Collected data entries
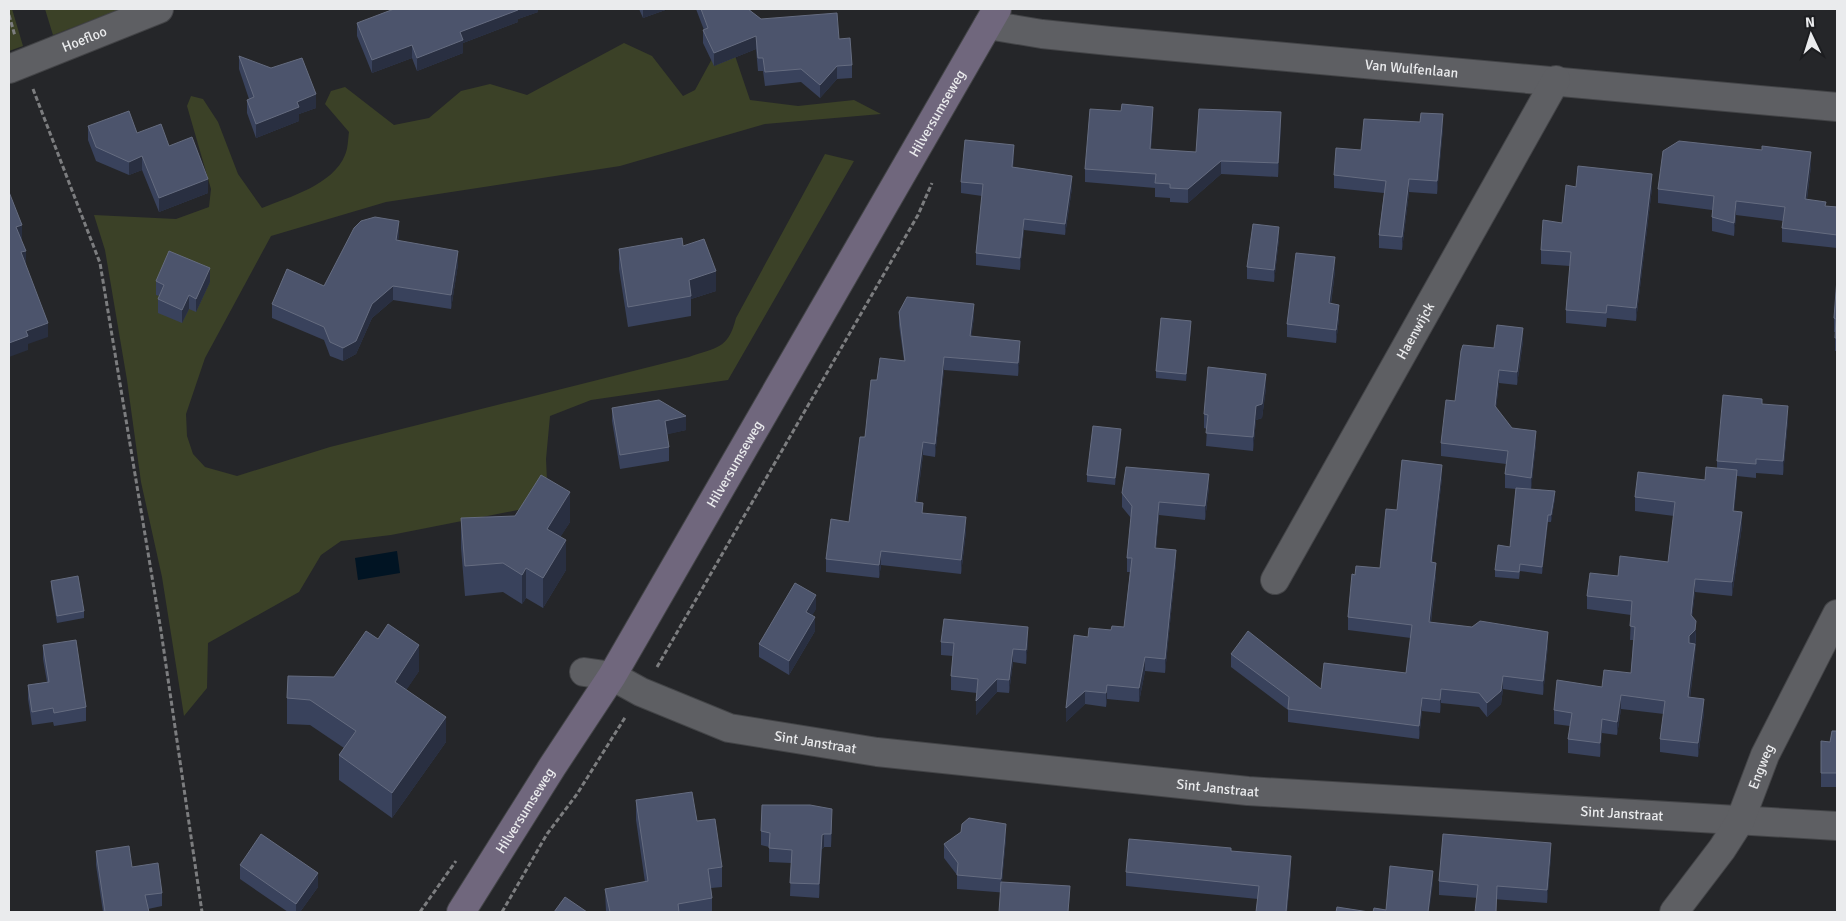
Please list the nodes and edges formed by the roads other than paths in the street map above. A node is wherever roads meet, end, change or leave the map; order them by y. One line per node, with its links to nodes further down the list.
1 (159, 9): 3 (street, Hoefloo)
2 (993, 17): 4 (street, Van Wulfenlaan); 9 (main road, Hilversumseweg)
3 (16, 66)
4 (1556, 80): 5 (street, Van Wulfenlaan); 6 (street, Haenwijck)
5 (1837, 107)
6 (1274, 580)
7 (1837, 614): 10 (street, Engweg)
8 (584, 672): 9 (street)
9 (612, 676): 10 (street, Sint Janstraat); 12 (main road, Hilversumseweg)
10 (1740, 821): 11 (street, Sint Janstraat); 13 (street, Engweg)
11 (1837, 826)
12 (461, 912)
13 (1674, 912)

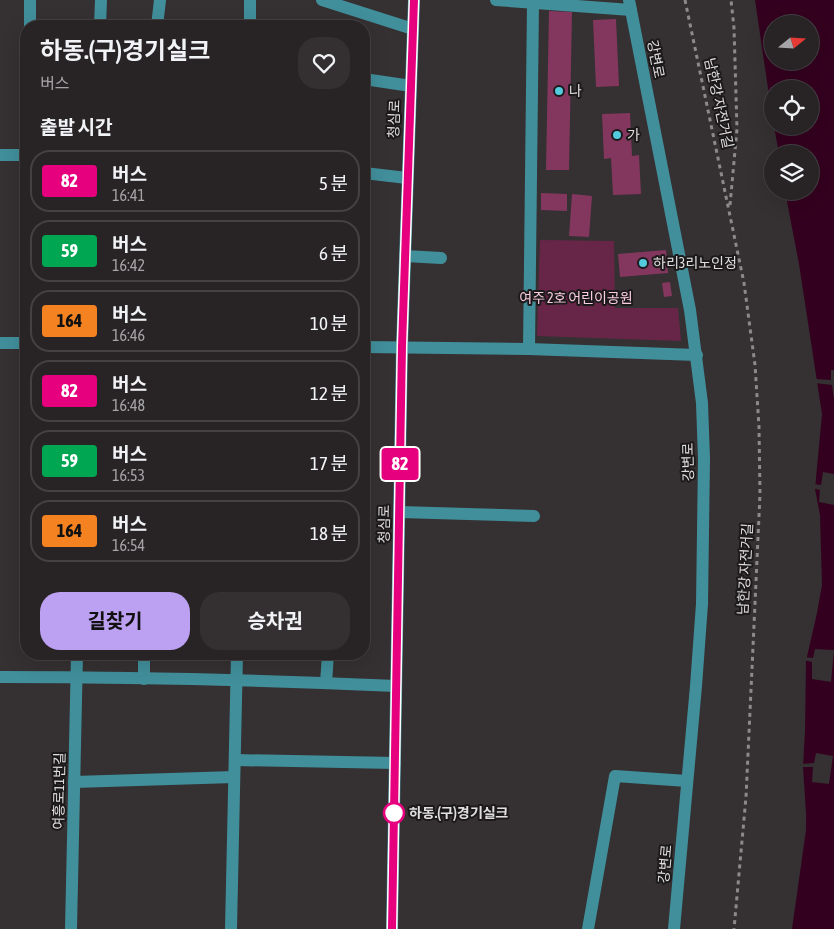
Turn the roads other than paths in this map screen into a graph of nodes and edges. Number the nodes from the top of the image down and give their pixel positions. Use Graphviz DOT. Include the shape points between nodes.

...

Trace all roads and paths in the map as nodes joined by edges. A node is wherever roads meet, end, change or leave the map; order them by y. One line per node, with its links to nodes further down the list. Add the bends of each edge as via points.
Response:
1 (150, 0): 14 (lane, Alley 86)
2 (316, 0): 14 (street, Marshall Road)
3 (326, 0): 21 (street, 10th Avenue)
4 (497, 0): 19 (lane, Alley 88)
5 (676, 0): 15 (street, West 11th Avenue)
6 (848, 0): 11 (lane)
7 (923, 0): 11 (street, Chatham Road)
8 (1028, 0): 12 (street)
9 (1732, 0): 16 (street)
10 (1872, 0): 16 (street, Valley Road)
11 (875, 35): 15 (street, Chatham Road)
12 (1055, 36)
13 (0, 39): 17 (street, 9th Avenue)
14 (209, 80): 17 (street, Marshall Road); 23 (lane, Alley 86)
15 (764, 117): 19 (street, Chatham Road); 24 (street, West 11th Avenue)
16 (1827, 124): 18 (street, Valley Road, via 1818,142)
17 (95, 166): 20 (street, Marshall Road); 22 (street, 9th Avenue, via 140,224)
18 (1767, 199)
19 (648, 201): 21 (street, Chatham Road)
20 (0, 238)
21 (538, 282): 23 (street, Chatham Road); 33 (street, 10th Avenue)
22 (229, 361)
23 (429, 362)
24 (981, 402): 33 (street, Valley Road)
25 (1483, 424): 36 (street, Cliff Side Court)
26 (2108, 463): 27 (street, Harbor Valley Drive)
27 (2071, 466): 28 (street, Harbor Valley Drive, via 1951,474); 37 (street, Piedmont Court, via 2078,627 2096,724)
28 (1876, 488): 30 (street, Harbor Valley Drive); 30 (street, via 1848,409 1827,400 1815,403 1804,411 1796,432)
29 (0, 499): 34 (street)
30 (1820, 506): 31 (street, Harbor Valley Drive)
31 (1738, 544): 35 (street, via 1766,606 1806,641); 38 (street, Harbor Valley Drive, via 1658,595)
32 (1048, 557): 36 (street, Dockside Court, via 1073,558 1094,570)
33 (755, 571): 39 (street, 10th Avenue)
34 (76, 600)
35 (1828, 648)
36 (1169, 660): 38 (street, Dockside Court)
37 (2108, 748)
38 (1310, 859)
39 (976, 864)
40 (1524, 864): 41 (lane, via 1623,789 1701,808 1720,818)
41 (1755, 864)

WORK REQUEST:
Pull out every line of the records above that contains the word "points".

EXPECTED OUTPUT:
Turn the roads other than paths in this map screen into a graph of nodes and edges. Number the nodes from the top of the image down and give their pixel positions. Use Graphviz DOT. Include the shape points between nodes.
Trace all roads and paths in the map as nodes joined by edges. A node is wherever roads meet, end, change or leave the map; order them by y. One line per node, with its links to nodes further down the list. Add the bends of each edge as via points.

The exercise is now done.